One of the hallmarks of the final days, as noted by Scripture, is a horrifying level of unbelief.
Jesus said it Himself:
“Nevertheless, when the Son of Man comes, will he find faith on earth?”
—Luke 18:8b ESV
The end of all things depicted in the Book of Revelation shows that even when all of the earth is afflicted by the outcomes of supernatural wrath, mankind refuses to believe:
The rest of mankind, who were not killed by these plagues, did not repent of the works of their hands nor give up worshiping demons and idols of gold and silver and bronze and stone and wood, which cannot see or hear or walk, nor did they repent of their murders or their sorceries or their sexual immorality or their thefts.
—Revelation 9:20-21 ESV
There are some today who want to cast aspersions on the Kingdom of God and its many miraculous components, and they want to question how the Holy Spirit works in believers. Oddly, many doing so call themselves Christians. Though they claim to abide by the authority of Scripture and not by personal experience, they regularly challenge the miraculous in the Bible’s pages by asking where all the miracles are today. And they ask why those Christians who still believe in the miracles that are the hallmark of the Kingdom can’t always manufacture those miracles when such is demanded.
These naysayers like to point fingers at the ones who still have faith that supernatural works can occur through the ministrations of simple believers filled with God’s Holy Spirit. When a miracle does not happen, the naysayers often mock those who still believe in the miraculous.
But what the naysayers never take into account is the power of unbelief within a community. They do not ask how it is possible for the Revelation passage above to be true, that despite all the unrepentant have seen and experienced, the recipients of unprecedented levels of supernatural wrath remain in the grips of the powerful delusion that is unbelief.
We turn to the authority of Scripture to explain what happens when an entire community is gripped by unbelief:
[Jesus] went away from there and came to his hometown, and his disciples followed him. And on the Sabbath he began to teach in the synagogue, and many who heard him were astonished, saying, “Where did this man get these things? What is the wisdom given to him? How are such mighty works done by his hands? Is not this the carpenter, the son of Mary and brother of James and Joses and Judas and Simon? And are not his sisters here with us?” And they took offense at him. And Jesus said to them, “A prophet is not without honor, except in his hometown and among his relatives and in his own household.” And he could do no mighty work there, except that he laid his hands on a few sick people and healed them. —Mark 6:1-5 ESV
Jesus, the Son of Man, who was filled in all His being by the Holy Spirit, who was the sinless Messiah and Alpha and Omega, could do no mighty work in a community filled with unbelief.

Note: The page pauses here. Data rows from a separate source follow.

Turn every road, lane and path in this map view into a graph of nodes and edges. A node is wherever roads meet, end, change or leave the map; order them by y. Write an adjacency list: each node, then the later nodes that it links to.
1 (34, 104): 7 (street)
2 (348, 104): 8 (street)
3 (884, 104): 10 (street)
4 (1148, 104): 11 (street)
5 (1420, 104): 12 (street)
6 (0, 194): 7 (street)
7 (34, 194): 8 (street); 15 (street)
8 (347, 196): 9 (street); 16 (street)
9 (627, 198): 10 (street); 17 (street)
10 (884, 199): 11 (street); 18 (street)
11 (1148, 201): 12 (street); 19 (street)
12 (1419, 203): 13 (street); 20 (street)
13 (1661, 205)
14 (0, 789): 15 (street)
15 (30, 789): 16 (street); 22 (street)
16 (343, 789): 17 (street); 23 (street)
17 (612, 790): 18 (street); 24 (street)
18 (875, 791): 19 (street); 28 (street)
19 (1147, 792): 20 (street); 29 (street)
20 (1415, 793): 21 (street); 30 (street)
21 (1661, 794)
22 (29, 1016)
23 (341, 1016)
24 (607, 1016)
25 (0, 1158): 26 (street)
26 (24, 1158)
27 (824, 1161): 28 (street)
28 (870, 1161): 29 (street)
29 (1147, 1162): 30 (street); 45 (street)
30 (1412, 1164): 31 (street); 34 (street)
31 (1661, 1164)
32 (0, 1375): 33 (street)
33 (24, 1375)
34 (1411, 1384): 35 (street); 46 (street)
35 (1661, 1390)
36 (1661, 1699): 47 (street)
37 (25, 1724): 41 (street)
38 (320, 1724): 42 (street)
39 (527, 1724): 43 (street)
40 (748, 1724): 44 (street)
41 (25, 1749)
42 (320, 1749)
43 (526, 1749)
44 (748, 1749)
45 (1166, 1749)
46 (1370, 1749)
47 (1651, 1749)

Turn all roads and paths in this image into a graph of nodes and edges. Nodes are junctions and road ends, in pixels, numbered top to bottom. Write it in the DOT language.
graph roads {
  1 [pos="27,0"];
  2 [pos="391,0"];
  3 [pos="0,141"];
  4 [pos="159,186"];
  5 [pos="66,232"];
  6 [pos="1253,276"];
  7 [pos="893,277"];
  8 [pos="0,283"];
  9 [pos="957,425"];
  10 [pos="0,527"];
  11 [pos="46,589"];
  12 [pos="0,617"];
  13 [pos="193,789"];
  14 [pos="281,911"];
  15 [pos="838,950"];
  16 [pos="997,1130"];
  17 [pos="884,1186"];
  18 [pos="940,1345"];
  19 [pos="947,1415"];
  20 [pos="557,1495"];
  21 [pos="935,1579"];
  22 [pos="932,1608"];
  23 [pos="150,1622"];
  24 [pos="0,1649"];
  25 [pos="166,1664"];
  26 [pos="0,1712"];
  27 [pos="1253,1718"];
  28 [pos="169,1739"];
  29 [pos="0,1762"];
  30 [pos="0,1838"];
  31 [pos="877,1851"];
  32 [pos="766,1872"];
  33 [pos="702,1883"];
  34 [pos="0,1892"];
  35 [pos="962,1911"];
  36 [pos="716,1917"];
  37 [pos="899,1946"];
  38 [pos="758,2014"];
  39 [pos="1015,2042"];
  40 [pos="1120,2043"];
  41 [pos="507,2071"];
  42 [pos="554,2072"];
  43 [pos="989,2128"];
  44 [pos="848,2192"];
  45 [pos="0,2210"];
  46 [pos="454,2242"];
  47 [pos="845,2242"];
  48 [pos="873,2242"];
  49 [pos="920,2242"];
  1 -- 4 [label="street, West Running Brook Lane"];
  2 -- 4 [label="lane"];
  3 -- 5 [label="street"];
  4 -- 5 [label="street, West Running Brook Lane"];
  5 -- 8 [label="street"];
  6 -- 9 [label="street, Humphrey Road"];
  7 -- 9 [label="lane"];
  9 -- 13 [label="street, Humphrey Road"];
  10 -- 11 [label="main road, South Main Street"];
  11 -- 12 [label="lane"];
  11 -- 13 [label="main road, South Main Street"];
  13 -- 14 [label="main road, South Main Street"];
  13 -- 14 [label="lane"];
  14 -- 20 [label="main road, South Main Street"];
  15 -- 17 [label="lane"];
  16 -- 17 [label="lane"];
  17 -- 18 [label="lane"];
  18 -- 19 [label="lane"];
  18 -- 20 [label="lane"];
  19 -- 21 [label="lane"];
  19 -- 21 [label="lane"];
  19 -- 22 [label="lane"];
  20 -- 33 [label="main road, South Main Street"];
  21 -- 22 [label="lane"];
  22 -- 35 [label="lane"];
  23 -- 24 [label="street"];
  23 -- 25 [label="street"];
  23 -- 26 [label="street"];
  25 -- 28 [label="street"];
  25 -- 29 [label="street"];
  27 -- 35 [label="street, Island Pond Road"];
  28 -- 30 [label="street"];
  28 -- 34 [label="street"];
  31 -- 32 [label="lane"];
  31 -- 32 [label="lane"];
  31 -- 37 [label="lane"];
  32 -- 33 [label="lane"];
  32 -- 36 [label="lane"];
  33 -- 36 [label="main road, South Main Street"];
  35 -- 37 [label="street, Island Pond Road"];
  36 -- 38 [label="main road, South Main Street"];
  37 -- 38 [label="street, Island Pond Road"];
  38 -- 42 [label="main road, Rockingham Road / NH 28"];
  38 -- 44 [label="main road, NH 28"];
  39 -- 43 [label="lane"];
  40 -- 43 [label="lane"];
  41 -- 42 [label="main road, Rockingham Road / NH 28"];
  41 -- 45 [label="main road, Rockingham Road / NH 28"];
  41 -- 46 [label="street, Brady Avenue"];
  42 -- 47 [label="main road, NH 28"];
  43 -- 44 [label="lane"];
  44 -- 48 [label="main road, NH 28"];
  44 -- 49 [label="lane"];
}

When we consider the times we live in and the supposed paucity of miracles we see, do we ever ask if the reason for the lack of the miraculous is because the community around us is mired in unbelief?
Do we ask ourselves what a community of genuine belief can do when all unbelief has been thrown off?
Do we ever think that the miracle denied the faithful person is because everyone around that faithful person does not believe?
Or do we blame the faithful person?
Or worse, do we blame God?
The question of the miraculous today never takes into account the crippling power of unbelief, especially when multiplied throughout a community. And those who would question the miraculous never ask if their unbelief and the unbelief of those they gather around them is what stands in the way of miracles.